Als de scan een of meer ontbrekende patches detecteert, kan dit, afhankelijk van de manier waarop u de patchtaak hebt geconfigureerd, de patches automatisch implementeren. In het geval er patchimplementaties optreden, worden ze gemeld aan Ivanti Neurons. Een record van de implementatie wordt weergegeven in het taaklogboek.
Raadpleeg het bedrijfsbeveiligingsbeleid voor aanbevelingen als een patchtaak handmatig moet worden uitgevoerd door u of uw eindgebruikers. Sommige organisaties vereisten bijvoorbeeld elke 30 dagen een patchtaak, of dit kan vereist voor machines die werden uitgeschakeld of langere tijd van het netwerk waren losgekoppeld. Andere organisaties kunnen regelmatig geplande patchtaken implementeren en staan mogelijk geen handmatige patchtaken toe.
- Taak stoppen Stopt de patchtaak die momenteel wordt uitgevoerd. Telkens wanneer u een taak stop, wordt een bericht geregistreerd in het logboek. Als er geen actieve taak is, wordt deze knop uitgeschakeld.
- Aantal pogingen resetten Stelt alle patchtellers opnieuw in. Er bestaat een unieke patchteller voor elke patch die het programma probeert te downloaden en voor elke patch die het programma probeert te installeren. Een patchteller verhoogt telkens wanneer een patch wordt gedownload of als een patchinstallatie mislukt. Mislukte download- en installatiepogingen worden geregistreerd in het patchlogboek. Het clientprogramma probeert niet langer om een specifieke patch te implementeren als een patch na tien pogingen niet kan worden gedownload of niet kan worden geïnstalleerd (Windows: maximaal drie keer in een individuele patchcyclus en maximaal vijf keer in totaal voor het eindpunt.Mac: maximaal drie keer. Linux: geen nieuwe poging). De enige manier om de implementatie van die patch te hervatten is klikken op Aantal pogingen resetten.

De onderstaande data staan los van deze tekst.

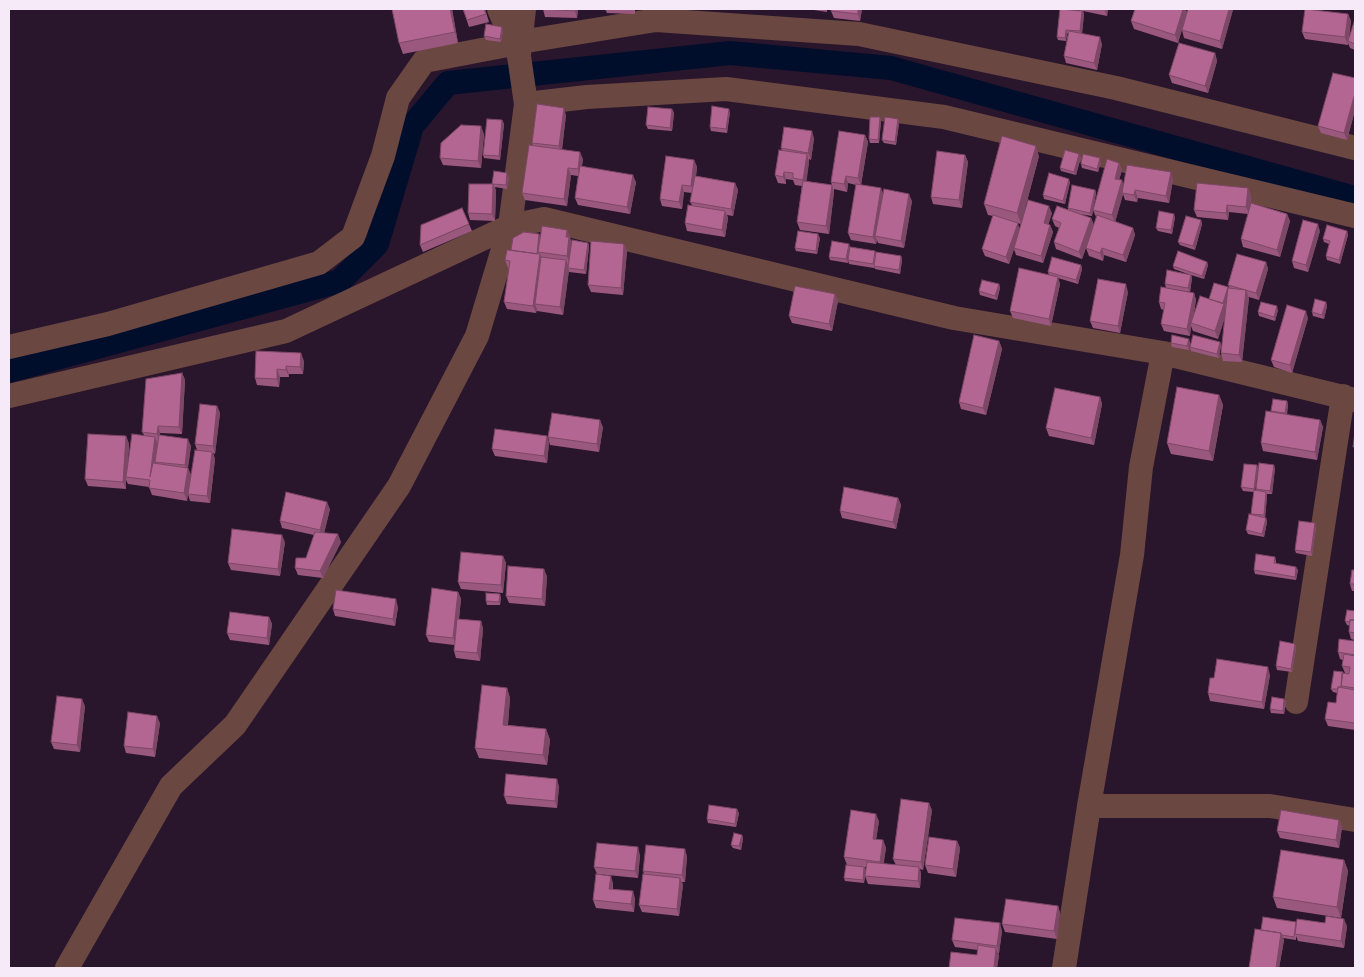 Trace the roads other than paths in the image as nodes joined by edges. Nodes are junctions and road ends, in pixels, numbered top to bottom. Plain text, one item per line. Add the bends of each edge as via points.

- Patchgegevens bijwerken Geeft de agent de opdracht in te checken bij Ivanti Neurons en de nieuwste patchgegevens te downloaden. Een eindgebruiker zal normaal deze knop niet moeten gebruiken tenzij u, de beheerder, dit aangeeft.
Het opdrachtregelhulpprogramma stagentctl
Met het opdrachtregelprogramma stagentctl kunt u een agent op alle besturingssystemen beheren. Om stagentctl te gebruiken, opent u een beheerdersopdrachtprompt op de agentmachine en navigeert u naar de juiste map:
- Windows: C:\Program Files\Ivanti\Ivanti Cloud Agent\
- Mac: /usr/local/com.ivanti.cloud.agent/IvantiAgent/bin/
- Linux: opt/ivanti/isec/bin/
Om een lijst met beschikbare opdrachten met helptekst te zien, typt u stagentctl.
De opdracht stagentctl available-tasks geeft een overzicht van de beschikbare taken, samen met een index voor de taak die specifiek is voor het besturingssysteem. U kunt de taak vervolgens uitvoeren met index 1, bijvoorbeeld met behulp van stagentctl dispatch --index 1.